Après avoir affirmé en commençant que la vérité absolue est une chimère et que toute vérité est relative, la page d’après, suivant la remarque faite par M. Marion[1], il n’aspire à rien moins qu’à pénétrer d’emblée dans le sein même de l’absolu où il nous faut, non sans peine, tâcher de le suivre. Un des principaux dogmes, on le sait, du positivisme, est l’anéantissement des causes et des substances, et particulièrement de la substance du moi. Pour les positivistes le moi n’est qu’une sorte de fantôme métaphysique, avec lequel ils prétendent en finir pour jamais, en montrant qu’il se résout en une pure collection et succession de phénomènes.

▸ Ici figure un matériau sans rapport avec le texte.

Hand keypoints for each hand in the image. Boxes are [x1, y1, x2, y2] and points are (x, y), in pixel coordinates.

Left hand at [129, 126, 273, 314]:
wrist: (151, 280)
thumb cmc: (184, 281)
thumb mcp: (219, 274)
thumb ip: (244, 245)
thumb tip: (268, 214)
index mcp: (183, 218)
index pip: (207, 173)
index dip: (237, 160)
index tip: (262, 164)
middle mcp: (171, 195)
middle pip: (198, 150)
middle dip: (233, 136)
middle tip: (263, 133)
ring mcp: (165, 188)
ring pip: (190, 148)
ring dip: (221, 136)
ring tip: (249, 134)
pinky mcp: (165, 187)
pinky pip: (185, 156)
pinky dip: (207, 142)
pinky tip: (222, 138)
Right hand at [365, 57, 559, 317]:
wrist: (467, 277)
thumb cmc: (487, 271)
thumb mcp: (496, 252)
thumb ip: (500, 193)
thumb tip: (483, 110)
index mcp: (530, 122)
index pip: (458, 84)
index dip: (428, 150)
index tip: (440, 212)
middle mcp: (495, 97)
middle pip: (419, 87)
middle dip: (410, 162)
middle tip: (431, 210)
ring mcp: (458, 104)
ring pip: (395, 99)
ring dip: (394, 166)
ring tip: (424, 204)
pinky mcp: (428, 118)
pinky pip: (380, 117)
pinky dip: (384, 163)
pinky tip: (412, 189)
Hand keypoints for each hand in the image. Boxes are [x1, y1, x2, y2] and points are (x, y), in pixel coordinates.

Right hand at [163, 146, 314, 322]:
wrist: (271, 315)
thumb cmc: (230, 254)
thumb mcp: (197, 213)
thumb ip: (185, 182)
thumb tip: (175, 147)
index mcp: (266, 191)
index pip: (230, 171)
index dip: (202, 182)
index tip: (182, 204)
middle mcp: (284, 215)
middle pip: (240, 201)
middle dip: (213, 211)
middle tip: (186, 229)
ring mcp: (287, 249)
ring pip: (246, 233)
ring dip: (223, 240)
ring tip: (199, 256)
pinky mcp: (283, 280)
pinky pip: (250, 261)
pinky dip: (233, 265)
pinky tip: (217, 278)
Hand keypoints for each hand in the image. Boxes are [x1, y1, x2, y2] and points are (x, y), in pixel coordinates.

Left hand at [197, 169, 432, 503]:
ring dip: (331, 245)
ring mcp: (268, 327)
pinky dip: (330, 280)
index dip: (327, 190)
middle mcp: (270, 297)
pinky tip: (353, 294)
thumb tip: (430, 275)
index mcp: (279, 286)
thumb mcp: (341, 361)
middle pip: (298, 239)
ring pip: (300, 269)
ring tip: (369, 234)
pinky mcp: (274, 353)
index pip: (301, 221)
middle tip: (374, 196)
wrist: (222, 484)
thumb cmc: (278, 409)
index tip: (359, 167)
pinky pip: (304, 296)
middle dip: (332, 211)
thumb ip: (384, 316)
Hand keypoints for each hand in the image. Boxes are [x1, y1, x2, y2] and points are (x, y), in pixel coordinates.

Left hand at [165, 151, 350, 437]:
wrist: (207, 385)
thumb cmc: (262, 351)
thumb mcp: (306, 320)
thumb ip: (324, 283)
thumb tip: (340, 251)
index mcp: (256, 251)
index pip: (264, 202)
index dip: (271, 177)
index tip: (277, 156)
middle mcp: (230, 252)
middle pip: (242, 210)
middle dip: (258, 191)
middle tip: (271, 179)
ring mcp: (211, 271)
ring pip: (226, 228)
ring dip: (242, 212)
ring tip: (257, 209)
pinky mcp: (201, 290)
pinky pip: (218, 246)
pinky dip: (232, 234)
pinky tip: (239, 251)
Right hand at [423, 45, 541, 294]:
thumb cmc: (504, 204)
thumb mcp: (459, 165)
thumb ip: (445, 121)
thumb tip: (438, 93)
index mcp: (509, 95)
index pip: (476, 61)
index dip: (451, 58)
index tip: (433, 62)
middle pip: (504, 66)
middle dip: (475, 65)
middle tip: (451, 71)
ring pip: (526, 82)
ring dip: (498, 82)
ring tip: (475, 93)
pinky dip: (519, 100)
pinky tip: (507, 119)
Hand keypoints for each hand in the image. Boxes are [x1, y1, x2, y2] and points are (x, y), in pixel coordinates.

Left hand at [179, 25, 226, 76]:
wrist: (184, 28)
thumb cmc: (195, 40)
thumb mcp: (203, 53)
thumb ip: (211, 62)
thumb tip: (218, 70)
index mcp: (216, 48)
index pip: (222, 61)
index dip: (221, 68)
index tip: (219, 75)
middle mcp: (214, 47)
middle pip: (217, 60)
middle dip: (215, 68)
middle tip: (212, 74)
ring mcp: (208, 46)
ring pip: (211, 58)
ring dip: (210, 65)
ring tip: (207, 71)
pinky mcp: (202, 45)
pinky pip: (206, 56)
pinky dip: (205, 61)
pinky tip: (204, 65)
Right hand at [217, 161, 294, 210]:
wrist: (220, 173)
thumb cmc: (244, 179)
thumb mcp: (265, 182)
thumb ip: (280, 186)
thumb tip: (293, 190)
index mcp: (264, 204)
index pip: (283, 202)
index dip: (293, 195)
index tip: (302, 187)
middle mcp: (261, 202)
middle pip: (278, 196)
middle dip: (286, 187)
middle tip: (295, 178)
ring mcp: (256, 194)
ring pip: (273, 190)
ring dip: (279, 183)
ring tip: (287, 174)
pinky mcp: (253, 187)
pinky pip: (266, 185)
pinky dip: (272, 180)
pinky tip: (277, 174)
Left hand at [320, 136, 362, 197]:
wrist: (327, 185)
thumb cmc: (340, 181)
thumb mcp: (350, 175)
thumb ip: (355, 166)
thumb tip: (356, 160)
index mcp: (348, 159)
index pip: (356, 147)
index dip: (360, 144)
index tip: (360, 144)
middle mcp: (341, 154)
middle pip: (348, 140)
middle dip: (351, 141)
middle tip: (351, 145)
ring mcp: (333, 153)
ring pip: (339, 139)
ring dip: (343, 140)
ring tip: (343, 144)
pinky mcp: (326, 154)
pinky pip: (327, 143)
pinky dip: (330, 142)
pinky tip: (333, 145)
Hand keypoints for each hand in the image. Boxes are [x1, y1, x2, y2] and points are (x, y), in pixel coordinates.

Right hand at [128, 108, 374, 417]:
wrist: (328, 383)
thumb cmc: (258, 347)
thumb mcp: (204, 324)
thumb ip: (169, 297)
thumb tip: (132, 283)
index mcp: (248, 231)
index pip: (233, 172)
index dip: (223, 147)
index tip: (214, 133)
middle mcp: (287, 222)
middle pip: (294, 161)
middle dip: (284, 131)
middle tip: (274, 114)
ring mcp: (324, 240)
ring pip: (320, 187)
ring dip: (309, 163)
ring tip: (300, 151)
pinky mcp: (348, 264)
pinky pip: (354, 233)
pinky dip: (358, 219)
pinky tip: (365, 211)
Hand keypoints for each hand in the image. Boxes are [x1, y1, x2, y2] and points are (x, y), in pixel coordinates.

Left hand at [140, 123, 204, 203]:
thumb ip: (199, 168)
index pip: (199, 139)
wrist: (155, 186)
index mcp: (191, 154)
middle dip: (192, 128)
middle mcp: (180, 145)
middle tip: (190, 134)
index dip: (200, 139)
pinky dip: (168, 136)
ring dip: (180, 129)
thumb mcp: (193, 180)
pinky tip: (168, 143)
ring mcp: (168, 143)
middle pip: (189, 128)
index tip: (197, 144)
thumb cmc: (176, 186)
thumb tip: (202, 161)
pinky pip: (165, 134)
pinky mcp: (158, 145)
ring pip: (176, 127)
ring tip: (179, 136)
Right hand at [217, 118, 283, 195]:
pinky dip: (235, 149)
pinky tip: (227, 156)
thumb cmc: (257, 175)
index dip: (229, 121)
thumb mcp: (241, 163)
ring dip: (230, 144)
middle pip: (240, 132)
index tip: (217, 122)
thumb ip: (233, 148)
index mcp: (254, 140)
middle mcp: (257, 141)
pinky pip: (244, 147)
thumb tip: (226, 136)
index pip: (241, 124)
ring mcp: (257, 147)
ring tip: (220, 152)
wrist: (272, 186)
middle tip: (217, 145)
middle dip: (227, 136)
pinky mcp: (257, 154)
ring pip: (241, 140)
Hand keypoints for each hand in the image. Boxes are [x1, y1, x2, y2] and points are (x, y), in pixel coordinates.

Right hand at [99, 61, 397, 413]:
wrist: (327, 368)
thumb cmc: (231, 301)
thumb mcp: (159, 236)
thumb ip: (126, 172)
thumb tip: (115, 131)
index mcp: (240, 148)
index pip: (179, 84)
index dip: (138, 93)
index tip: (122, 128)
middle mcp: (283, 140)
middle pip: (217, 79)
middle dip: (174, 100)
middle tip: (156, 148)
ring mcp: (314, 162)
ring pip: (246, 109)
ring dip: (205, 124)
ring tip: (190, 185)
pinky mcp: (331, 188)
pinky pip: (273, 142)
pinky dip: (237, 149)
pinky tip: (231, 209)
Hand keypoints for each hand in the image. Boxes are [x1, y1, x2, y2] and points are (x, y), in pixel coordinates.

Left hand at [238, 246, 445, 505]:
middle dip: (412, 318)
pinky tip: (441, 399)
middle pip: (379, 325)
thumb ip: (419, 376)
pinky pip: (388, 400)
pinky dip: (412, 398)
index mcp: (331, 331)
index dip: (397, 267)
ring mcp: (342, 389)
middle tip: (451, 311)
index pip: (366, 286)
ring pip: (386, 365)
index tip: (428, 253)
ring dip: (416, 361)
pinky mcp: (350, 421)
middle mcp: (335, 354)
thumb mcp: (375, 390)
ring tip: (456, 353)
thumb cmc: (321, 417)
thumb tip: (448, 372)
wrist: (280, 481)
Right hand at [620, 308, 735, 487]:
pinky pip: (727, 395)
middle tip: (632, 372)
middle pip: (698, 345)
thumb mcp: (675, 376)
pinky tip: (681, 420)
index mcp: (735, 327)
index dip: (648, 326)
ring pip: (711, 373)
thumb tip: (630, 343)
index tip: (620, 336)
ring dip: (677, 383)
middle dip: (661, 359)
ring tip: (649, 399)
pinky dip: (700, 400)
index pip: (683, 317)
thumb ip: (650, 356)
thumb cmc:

M. Dumont n’hésite pas, ce dont nous lui savons gré, à se séparer du positivisme en ce point fondamental. « Le moi, dit-il, n’est plus conçu par les psychologistes, qui ont maintenu leur science dans le courant des études expérimentales, que comme une somme de sensations successives ou simultanées[2]. » Remarquons d’abord qu’il n’a pas servi grand’chose à ces sages psychologistes de se maintenir, d’une manière si digne d’éloge, dans le courant des études expérimentales, pour aboutir, de l’aveu de M. Dumont, à une erreur qui met en singulier péril tous les fondements de leur édifice. Une substance lui semble, en effet, nécessaire comme à nous, et j’oserais presque dire ici, comme à tout homme de bon sens, pour l’élaboration de la pensée. Elle lui semble nécessaire, à se placer même au seul point de vue de la sensibilité. En effet le plaisir et la douleur, quoique corrélatifs, comme il le dit, à un grand nombre de faits, conservent les caractères d’un état général indivisible et ne paraissent pas se prêter à une semblable analyse. Il aurait pu ajouter que tous les autres phénomènes de l’âme ne paraissent pas s’y prêter davantage.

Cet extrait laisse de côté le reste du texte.